**The task:** Repeat only the lines from the one holding "pinky mcp: (474, 266)" down to the last line of the listing below, including both of those lines.
(Supplied information begins)
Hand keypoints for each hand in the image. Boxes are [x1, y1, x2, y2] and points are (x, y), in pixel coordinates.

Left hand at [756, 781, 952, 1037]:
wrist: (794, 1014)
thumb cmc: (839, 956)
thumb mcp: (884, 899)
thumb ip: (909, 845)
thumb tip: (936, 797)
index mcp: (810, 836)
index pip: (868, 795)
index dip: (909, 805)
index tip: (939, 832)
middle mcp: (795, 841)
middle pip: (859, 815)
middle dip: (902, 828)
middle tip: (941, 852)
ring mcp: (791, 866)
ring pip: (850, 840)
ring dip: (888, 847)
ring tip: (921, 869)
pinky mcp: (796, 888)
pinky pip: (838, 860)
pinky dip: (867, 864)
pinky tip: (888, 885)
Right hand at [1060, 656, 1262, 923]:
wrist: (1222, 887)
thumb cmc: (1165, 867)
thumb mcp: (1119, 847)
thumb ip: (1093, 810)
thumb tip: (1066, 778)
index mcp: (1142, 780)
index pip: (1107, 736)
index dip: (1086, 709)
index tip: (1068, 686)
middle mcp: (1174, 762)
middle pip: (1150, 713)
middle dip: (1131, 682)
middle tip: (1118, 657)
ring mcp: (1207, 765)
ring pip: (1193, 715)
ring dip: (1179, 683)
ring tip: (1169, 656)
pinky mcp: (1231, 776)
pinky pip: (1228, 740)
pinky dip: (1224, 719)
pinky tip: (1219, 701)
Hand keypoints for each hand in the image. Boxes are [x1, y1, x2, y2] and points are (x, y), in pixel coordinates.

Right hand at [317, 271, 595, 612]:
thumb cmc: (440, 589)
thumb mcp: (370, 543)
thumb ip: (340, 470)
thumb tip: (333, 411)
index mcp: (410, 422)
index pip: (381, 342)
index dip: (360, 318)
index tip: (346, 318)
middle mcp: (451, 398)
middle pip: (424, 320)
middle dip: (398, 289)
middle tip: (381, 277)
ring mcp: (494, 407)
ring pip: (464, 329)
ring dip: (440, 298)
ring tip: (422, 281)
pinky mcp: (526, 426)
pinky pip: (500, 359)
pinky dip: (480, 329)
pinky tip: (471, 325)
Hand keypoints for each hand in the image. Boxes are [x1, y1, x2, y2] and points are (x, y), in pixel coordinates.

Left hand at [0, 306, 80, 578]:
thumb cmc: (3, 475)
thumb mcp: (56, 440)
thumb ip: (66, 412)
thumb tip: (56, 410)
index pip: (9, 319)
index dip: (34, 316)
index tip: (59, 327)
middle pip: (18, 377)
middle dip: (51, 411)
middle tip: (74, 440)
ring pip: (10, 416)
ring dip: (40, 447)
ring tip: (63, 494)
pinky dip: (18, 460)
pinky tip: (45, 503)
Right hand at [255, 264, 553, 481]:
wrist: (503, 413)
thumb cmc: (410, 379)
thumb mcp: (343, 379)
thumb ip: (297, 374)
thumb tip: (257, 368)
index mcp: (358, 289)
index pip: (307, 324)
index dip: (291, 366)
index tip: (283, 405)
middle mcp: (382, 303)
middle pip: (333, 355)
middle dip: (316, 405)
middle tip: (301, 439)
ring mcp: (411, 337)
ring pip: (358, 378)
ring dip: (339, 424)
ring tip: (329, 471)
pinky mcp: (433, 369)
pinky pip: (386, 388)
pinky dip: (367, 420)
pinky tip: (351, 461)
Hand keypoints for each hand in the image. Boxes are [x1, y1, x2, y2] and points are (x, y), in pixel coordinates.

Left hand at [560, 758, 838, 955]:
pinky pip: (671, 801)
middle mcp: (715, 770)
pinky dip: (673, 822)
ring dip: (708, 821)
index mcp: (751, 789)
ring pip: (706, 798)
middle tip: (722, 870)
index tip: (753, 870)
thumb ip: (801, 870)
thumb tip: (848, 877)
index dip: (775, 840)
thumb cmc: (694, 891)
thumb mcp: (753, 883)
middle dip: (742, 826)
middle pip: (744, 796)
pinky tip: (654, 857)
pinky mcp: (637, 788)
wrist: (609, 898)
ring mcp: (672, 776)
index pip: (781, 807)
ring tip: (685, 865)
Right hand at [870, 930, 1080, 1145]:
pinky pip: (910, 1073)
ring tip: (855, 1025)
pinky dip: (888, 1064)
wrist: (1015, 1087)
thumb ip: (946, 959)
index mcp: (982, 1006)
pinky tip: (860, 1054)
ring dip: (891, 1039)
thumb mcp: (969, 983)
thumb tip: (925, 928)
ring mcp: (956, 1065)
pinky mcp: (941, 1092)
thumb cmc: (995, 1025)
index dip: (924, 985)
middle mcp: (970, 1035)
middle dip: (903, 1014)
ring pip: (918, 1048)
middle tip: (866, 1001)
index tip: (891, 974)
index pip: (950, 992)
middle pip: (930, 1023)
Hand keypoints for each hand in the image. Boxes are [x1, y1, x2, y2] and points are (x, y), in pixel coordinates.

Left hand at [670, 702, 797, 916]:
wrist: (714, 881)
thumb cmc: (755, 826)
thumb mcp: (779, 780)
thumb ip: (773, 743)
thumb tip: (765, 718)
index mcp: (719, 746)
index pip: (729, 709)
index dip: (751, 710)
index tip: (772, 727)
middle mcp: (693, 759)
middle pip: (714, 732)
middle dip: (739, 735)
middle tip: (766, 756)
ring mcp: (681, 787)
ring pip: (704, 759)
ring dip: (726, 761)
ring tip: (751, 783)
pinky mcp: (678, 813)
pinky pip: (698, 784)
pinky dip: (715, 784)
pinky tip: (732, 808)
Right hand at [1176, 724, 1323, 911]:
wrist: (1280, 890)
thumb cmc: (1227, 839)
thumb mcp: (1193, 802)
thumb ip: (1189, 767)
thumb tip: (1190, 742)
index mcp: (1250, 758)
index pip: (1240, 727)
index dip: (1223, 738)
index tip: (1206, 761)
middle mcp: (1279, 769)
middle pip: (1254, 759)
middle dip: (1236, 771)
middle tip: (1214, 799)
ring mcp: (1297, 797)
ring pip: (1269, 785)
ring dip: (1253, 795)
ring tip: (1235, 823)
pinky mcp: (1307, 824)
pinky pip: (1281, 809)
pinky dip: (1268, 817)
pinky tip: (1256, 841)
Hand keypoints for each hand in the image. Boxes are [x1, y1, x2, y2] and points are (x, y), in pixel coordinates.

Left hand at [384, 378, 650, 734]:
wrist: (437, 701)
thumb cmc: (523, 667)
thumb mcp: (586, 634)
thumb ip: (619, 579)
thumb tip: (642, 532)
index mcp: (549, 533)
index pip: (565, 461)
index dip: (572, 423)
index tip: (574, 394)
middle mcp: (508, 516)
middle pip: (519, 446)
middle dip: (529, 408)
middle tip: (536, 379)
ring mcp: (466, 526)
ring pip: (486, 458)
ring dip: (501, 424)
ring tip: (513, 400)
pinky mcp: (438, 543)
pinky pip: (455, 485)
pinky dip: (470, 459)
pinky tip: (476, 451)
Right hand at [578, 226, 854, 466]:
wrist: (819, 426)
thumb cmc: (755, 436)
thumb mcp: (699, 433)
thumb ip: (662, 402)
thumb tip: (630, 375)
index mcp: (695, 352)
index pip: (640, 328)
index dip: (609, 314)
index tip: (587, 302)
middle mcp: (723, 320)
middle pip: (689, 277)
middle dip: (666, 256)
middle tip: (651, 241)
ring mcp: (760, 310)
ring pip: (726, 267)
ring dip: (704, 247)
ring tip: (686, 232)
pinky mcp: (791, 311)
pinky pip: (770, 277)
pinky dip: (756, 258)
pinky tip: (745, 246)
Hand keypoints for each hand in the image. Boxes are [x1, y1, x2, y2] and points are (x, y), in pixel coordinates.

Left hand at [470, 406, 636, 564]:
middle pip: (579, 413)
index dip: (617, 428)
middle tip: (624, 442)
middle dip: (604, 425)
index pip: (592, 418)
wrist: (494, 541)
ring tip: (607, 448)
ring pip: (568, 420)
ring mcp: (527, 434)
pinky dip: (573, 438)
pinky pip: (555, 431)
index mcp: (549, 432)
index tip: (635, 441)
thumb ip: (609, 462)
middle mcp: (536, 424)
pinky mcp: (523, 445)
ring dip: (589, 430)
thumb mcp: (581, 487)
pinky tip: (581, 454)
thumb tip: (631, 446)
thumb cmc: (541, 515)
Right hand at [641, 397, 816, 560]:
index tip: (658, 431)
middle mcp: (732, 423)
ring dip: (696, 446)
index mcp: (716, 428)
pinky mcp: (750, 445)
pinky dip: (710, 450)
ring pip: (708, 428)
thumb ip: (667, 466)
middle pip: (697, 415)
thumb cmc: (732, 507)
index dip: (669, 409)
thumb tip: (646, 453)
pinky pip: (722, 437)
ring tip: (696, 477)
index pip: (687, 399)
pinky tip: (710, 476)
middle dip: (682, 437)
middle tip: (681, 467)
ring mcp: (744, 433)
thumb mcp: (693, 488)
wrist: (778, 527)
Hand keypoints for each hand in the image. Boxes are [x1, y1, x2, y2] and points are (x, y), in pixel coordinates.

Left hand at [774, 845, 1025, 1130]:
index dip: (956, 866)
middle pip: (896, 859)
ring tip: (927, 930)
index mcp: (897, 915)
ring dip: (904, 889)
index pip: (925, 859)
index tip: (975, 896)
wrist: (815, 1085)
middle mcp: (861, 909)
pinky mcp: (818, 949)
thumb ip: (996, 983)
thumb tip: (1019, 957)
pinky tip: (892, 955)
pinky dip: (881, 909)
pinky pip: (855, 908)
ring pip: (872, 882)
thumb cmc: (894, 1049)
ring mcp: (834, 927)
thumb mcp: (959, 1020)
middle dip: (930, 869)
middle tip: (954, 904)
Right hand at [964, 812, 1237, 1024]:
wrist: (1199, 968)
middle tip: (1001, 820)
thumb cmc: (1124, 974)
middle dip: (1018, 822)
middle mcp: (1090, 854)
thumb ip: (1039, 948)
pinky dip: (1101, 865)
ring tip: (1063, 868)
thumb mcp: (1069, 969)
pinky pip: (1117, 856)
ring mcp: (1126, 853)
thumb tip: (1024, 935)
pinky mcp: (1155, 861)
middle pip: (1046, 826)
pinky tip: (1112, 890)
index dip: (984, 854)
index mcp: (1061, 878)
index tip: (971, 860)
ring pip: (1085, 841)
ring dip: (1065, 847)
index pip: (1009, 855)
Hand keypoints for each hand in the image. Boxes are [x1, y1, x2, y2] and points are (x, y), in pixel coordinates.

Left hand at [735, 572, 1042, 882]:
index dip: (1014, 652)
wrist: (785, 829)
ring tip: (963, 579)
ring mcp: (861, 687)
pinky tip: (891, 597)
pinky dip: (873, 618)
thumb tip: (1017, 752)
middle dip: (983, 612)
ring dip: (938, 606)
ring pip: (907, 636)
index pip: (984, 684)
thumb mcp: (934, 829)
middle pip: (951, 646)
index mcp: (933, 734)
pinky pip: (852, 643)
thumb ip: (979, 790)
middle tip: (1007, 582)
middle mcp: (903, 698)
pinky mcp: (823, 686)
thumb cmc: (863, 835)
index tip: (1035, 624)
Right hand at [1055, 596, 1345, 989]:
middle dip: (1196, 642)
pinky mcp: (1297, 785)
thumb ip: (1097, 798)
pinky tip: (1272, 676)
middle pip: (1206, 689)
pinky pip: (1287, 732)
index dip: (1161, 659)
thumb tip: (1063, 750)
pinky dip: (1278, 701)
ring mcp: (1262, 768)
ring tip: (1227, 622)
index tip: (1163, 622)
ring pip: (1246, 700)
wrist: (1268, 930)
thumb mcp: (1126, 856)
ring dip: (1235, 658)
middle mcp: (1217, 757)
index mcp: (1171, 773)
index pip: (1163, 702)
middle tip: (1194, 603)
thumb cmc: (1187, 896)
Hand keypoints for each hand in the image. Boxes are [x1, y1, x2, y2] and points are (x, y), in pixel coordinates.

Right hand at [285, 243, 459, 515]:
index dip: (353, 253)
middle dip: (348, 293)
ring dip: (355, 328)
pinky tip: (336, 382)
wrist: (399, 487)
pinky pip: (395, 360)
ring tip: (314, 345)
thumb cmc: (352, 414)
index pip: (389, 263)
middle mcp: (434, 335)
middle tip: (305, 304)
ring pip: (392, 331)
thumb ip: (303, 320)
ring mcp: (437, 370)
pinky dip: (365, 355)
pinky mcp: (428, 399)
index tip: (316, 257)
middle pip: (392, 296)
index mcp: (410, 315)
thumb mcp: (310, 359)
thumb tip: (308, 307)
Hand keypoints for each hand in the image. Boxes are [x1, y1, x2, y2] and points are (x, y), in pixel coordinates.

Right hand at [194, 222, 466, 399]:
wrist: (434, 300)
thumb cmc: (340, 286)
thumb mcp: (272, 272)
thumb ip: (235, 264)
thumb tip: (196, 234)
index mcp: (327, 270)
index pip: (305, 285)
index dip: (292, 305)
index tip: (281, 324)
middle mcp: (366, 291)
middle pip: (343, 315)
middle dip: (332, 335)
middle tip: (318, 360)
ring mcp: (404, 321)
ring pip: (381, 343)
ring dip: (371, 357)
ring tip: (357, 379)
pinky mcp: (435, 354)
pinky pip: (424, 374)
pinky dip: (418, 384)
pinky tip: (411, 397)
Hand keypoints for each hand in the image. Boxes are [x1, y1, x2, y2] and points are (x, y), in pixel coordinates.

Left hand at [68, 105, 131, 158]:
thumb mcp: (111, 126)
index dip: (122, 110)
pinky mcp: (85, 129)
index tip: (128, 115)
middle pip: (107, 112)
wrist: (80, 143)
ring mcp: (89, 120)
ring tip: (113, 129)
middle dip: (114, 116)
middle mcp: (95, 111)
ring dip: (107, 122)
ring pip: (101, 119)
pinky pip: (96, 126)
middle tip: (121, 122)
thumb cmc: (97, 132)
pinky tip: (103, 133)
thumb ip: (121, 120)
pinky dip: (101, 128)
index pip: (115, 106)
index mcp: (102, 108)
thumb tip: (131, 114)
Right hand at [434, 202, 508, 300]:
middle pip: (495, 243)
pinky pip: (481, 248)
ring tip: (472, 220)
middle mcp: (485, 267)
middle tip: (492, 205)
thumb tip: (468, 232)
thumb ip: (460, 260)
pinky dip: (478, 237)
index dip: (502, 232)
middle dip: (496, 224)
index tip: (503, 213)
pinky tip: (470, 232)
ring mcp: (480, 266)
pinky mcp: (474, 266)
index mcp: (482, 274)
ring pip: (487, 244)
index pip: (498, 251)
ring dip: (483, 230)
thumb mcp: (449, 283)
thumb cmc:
(Supplied information ends)
**Task response:**
pinky mcp: (474, 266)
index mcp: (482, 274)
ring pip: (487, 244)
index pip: (498, 251)
ring dip: (483, 230)
thumb mcp: (449, 283)
thumb cmc:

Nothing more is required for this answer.